The following morning, McCraw and the younger Creed found a wounded man outside sitting by the well. He had been stabbed, not by McCraw, but by the band of robbers; he had been with them, but when he refused to help break down the Creeds’ door, they ran him through.
They took the wounded man inside, and learned that although he was wearing “a Countrymans Coat,” he was a soldier in the King’s American Regiment, a Loyalist corps composed of men enlisted in America to fight with the British army. They sent word to his regiment and two officers came.

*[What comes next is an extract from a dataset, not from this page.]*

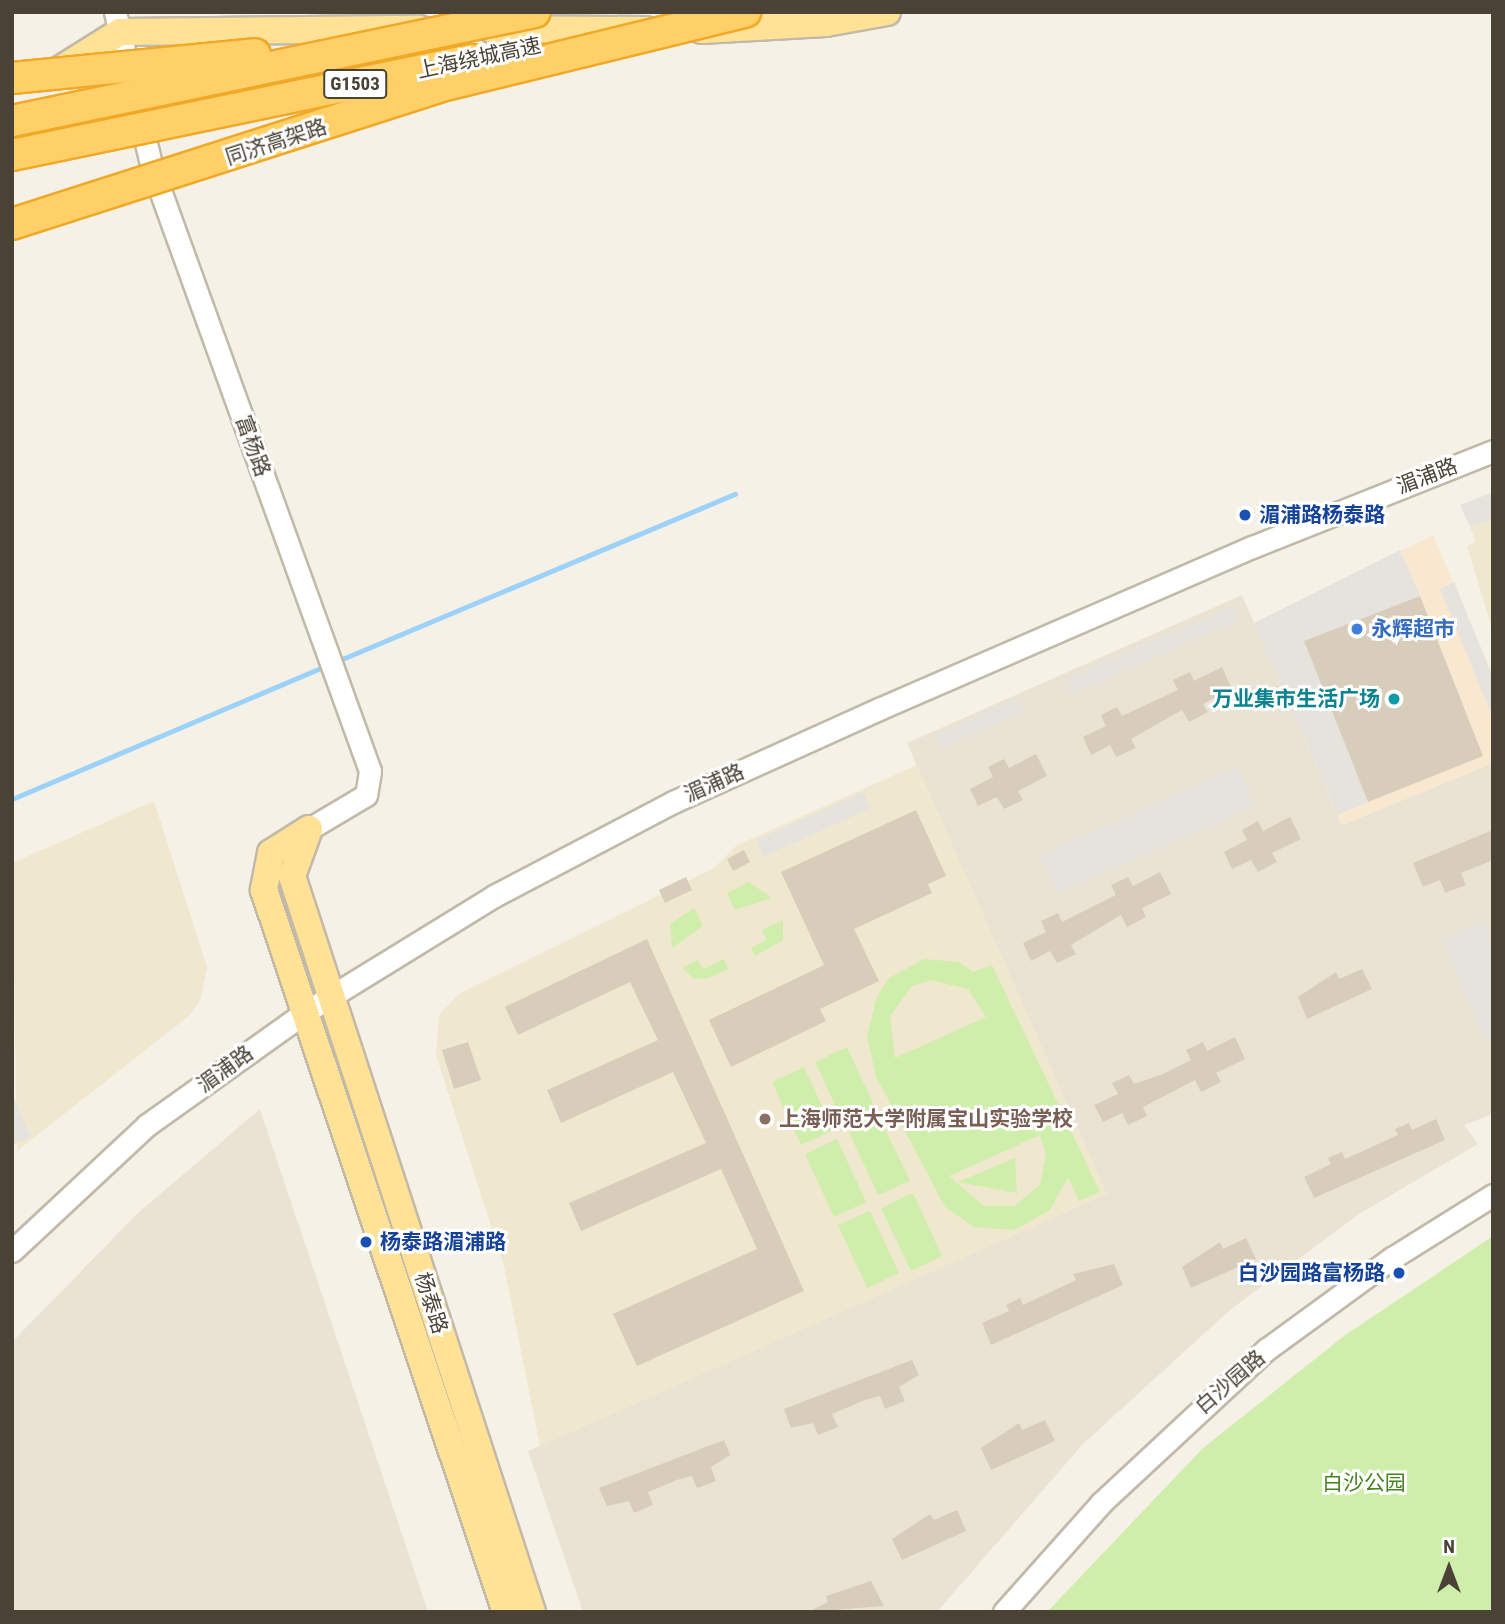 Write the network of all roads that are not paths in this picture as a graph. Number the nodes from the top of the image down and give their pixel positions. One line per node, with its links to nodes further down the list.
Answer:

To the officers, the soldier confessed having participated in three other robberies, giving the names of several fellow soldiers of his regiment who had been involved including a sergeant and a corporal. Then he died.
The fight with the marauding soldiers was Sergeant McCraw’s last battle. In June, the grenadier battalion returned from South Carolina and encamped on Long Island. In consideration of McCraw’s health issues, Captain Peebles deemed him eligible for discharge, noting in his diary on July 2, “presented Sergt. McCraw to the board of Physicians & got him Invalided he fought well last winter in suppressing a gang of Robbers at Jamaica, he killed one & wounded two, & recd two wounds.” Being invalided meant that McCraw could return to Great Britain and apply for a pension. On July 4 Peebles wrote, “saw Sergt. McCraw & his wife & child told them to get ready to go home in the fleet, & gave the Boy 2 guineas.” The money was quite a generous gesture, over a month’s worth of a sergeant’s shilling-a-day base pay, a tribute to the great esteem the officer had for the long-serving soldier and his family.
Before he sailed, though, McCraw had one more piece of military business to attend. He testified at the court martial of nine King’s American Regiment soldiers implicated in the string of robberies a few months before. Several Jamaica and Flushing residents also testified, the dead man’s confession was read, the court deliberated and announced its verdict: three of the perpetrators were sentenced to death, the others to lashes.
The trial ended on July 22, and the McCraw family sailed from New York soon after. The muster rolls of the 42nd Regiment of Foot indicate that he was discharged on October 1, but this is the date through which he was paid rather than the date that he left the regiment. In typical fashion, he was given several weeks’ pay to subsist him on his journey back to Great Britain. He went before the pension board in Chelsea outside of London on November 10. Forty-six years old, after twenty-four years of service in the 42nd Regiment, the brave veteran of two wars was granted a pension to subsist him for the rest of his days.